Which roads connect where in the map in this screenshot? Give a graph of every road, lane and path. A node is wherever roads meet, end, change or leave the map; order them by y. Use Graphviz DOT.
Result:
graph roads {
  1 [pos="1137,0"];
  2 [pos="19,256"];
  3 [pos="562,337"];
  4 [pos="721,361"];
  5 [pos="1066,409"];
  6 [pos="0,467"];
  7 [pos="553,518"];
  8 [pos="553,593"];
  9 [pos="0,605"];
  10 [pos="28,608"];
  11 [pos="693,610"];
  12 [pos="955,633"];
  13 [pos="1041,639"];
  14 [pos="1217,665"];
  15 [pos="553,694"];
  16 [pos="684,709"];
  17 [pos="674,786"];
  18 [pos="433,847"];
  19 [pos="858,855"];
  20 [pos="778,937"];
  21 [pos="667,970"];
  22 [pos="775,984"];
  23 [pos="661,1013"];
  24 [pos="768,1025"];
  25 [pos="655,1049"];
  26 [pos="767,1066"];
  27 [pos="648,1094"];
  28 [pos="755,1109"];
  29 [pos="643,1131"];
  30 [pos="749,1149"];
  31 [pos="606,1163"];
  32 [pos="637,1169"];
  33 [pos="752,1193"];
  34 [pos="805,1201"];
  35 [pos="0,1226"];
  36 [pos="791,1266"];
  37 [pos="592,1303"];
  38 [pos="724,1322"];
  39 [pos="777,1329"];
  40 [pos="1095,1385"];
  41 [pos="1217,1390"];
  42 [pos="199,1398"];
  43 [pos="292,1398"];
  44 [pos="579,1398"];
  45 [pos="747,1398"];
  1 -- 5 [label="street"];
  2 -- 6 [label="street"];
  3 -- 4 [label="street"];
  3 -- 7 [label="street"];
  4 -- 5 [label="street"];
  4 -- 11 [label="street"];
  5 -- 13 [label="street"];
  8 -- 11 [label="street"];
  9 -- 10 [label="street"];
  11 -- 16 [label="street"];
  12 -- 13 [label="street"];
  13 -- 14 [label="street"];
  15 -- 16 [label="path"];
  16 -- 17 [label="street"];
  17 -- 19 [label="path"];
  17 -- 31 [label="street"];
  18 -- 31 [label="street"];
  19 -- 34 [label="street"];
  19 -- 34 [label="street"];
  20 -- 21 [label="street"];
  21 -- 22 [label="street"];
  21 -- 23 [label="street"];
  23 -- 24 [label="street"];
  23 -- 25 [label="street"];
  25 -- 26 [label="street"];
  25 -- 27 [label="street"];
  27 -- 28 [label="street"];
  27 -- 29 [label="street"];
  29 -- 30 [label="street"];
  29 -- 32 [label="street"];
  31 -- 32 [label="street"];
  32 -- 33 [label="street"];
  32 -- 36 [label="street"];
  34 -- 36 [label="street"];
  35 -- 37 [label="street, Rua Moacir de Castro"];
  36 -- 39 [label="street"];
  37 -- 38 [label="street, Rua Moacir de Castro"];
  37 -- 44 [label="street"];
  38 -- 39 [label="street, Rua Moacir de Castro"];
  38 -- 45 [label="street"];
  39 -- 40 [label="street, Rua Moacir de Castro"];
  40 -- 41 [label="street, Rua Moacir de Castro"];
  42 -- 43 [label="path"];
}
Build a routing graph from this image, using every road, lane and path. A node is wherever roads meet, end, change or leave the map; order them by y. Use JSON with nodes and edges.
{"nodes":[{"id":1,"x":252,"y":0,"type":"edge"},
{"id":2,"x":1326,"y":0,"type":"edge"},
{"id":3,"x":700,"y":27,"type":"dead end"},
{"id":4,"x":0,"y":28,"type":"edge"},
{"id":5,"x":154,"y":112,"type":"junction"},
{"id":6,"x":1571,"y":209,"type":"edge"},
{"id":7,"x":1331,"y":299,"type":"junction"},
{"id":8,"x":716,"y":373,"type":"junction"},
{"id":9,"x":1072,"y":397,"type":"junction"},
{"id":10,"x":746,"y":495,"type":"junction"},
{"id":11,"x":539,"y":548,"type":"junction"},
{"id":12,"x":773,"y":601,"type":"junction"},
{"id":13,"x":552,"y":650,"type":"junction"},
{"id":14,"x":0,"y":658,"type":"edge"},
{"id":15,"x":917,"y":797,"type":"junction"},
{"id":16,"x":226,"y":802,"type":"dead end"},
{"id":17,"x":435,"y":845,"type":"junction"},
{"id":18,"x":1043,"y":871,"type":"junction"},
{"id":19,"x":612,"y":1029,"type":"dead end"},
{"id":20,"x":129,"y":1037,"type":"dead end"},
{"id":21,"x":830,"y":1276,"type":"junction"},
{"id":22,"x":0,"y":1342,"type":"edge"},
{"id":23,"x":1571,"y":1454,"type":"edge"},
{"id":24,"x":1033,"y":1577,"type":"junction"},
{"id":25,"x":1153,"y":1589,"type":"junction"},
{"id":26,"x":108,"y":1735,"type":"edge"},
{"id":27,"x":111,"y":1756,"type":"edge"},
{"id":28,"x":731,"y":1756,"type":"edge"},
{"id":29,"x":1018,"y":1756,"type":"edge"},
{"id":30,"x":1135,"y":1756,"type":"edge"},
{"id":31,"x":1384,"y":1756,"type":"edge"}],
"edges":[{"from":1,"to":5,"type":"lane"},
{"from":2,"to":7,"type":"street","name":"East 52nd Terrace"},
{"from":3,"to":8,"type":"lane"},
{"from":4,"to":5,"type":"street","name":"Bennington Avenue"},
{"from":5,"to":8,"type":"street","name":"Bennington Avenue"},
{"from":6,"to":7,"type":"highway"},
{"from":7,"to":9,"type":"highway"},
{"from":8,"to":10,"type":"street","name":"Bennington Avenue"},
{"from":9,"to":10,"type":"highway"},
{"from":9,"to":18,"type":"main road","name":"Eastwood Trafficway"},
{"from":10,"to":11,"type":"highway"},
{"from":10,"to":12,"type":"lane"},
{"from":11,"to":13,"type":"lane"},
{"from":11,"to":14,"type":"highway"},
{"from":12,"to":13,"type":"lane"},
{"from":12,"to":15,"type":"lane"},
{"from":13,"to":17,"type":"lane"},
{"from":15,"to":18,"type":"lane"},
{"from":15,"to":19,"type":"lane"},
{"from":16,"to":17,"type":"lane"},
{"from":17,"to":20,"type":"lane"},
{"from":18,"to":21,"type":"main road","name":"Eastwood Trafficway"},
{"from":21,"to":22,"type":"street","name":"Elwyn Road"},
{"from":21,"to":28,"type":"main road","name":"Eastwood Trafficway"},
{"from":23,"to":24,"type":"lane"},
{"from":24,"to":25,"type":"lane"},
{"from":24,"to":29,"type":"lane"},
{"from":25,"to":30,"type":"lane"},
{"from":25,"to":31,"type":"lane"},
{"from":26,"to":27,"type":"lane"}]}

* [TASK DIRECTIONS]
Set all of the entries down again, exactly as they were given.

* [ANSWER TO THIS TASK]
Which roads connect where in the map in this screenshot? Give a graph of every road, lane and path. A node is wherever roads meet, end, change or leave the map; order them by y. Use Graphviz DOT.
Result:
graph roads {
  1 [pos="1137,0"];
  2 [pos="19,256"];
  3 [pos="562,337"];
  4 [pos="721,361"];
  5 [pos="1066,409"];
  6 [pos="0,467"];
  7 [pos="553,518"];
  8 [pos="553,593"];
  9 [pos="0,605"];
  10 [pos="28,608"];
  11 [pos="693,610"];
  12 [pos="955,633"];
  13 [pos="1041,639"];
  14 [pos="1217,665"];
  15 [pos="553,694"];
  16 [pos="684,709"];
  17 [pos="674,786"];
  18 [pos="433,847"];
  19 [pos="858,855"];
  20 [pos="778,937"];
  21 [pos="667,970"];
  22 [pos="775,984"];
  23 [pos="661,1013"];
  24 [pos="768,1025"];
  25 [pos="655,1049"];
  26 [pos="767,1066"];
  27 [pos="648,1094"];
  28 [pos="755,1109"];
  29 [pos="643,1131"];
  30 [pos="749,1149"];
  31 [pos="606,1163"];
  32 [pos="637,1169"];
  33 [pos="752,1193"];
  34 [pos="805,1201"];
  35 [pos="0,1226"];
  36 [pos="791,1266"];
  37 [pos="592,1303"];
  38 [pos="724,1322"];
  39 [pos="777,1329"];
  40 [pos="1095,1385"];
  41 [pos="1217,1390"];
  42 [pos="199,1398"];
  43 [pos="292,1398"];
  44 [pos="579,1398"];
  45 [pos="747,1398"];
  1 -- 5 [label="street"];
  2 -- 6 [label="street"];
  3 -- 4 [label="street"];
  3 -- 7 [label="street"];
  4 -- 5 [label="street"];
  4 -- 11 [label="street"];
  5 -- 13 [label="street"];
  8 -- 11 [label="street"];
  9 -- 10 [label="street"];
  11 -- 16 [label="street"];
  12 -- 13 [label="street"];
  13 -- 14 [label="street"];
  15 -- 16 [label="path"];
  16 -- 17 [label="street"];
  17 -- 19 [label="path"];
  17 -- 31 [label="street"];
  18 -- 31 [label="street"];
  19 -- 34 [label="street"];
  19 -- 34 [label="street"];
  20 -- 21 [label="street"];
  21 -- 22 [label="street"];
  21 -- 23 [label="street"];
  23 -- 24 [label="street"];
  23 -- 25 [label="street"];
  25 -- 26 [label="street"];
  25 -- 27 [label="street"];
  27 -- 28 [label="street"];
  27 -- 29 [label="street"];
  29 -- 30 [label="street"];
  29 -- 32 [label="street"];
  31 -- 32 [label="street"];
  32 -- 33 [label="street"];
  32 -- 36 [label="street"];
  34 -- 36 [label="street"];
  35 -- 37 [label="street, Rua Moacir de Castro"];
  36 -- 39 [label="street"];
  37 -- 38 [label="street, Rua Moacir de Castro"];
  37 -- 44 [label="street"];
  38 -- 39 [label="street, Rua Moacir de Castro"];
  38 -- 45 [label="street"];
  39 -- 40 [label="street, Rua Moacir de Castro"];
  40 -- 41 [label="street, Rua Moacir de Castro"];
  42 -- 43 [label="path"];
}
Build a routing graph from this image, using every road, lane and path. A node is wherever roads meet, end, change or leave the map; order them by y. Use JSON with nodes and edges.
{"nodes":[{"id":1,"x":252,"y":0,"type":"edge"},
{"id":2,"x":1326,"y":0,"type":"edge"},
{"id":3,"x":700,"y":27,"type":"dead end"},
{"id":4,"x":0,"y":28,"type":"edge"},
{"id":5,"x":154,"y":112,"type":"junction"},
{"id":6,"x":1571,"y":209,"type":"edge"},
{"id":7,"x":1331,"y":299,"type":"junction"},
{"id":8,"x":716,"y":373,"type":"junction"},
{"id":9,"x":1072,"y":397,"type":"junction"},
{"id":10,"x":746,"y":495,"type":"junction"},
{"id":11,"x":539,"y":548,"type":"junction"},
{"id":12,"x":773,"y":601,"type":"junction"},
{"id":13,"x":552,"y":650,"type":"junction"},
{"id":14,"x":0,"y":658,"type":"edge"},
{"id":15,"x":917,"y":797,"type":"junction"},
{"id":16,"x":226,"y":802,"type":"dead end"},
{"id":17,"x":435,"y":845,"type":"junction"},
{"id":18,"x":1043,"y":871,"type":"junction"},
{"id":19,"x":612,"y":1029,"type":"dead end"},
{"id":20,"x":129,"y":1037,"type":"dead end"},
{"id":21,"x":830,"y":1276,"type":"junction"},
{"id":22,"x":0,"y":1342,"type":"edge"},
{"id":23,"x":1571,"y":1454,"type":"edge"},
{"id":24,"x":1033,"y":1577,"type":"junction"},
{"id":25,"x":1153,"y":1589,"type":"junction"},
{"id":26,"x":108,"y":1735,"type":"edge"},
{"id":27,"x":111,"y":1756,"type":"edge"},
{"id":28,"x":731,"y":1756,"type":"edge"},
{"id":29,"x":1018,"y":1756,"type":"edge"},
{"id":30,"x":1135,"y":1756,"type":"edge"},
{"id":31,"x":1384,"y":1756,"type":"edge"}],
"edges":[{"from":1,"to":5,"type":"lane"},
{"from":2,"to":7,"type":"street","name":"East 52nd Terrace"},
{"from":3,"to":8,"type":"lane"},
{"from":4,"to":5,"type":"street","name":"Bennington Avenue"},
{"from":5,"to":8,"type":"street","name":"Bennington Avenue"},
{"from":6,"to":7,"type":"highway"},
{"from":7,"to":9,"type":"highway"},
{"from":8,"to":10,"type":"street","name":"Bennington Avenue"},
{"from":9,"to":10,"type":"highway"},
{"from":9,"to":18,"type":"main road","name":"Eastwood Trafficway"},
{"from":10,"to":11,"type":"highway"},
{"from":10,"to":12,"type":"lane"},
{"from":11,"to":13,"type":"lane"},
{"from":11,"to":14,"type":"highway"},
{"from":12,"to":13,"type":"lane"},
{"from":12,"to":15,"type":"lane"},
{"from":13,"to":17,"type":"lane"},
{"from":15,"to":18,"type":"lane"},
{"from":15,"to":19,"type":"lane"},
{"from":16,"to":17,"type":"lane"},
{"from":17,"to":20,"type":"lane"},
{"from":18,"to":21,"type":"main road","name":"Eastwood Trafficway"},
{"from":21,"to":22,"type":"street","name":"Elwyn Road"},
{"from":21,"to":28,"type":"main road","name":"Eastwood Trafficway"},
{"from":23,"to":24,"type":"lane"},
{"from":24,"to":25,"type":"lane"},
{"from":24,"to":29,"type":"lane"},
{"from":25,"to":30,"type":"lane"},
{"from":25,"to":31,"type":"lane"},
{"from":26,"to":27,"type":"lane"}]}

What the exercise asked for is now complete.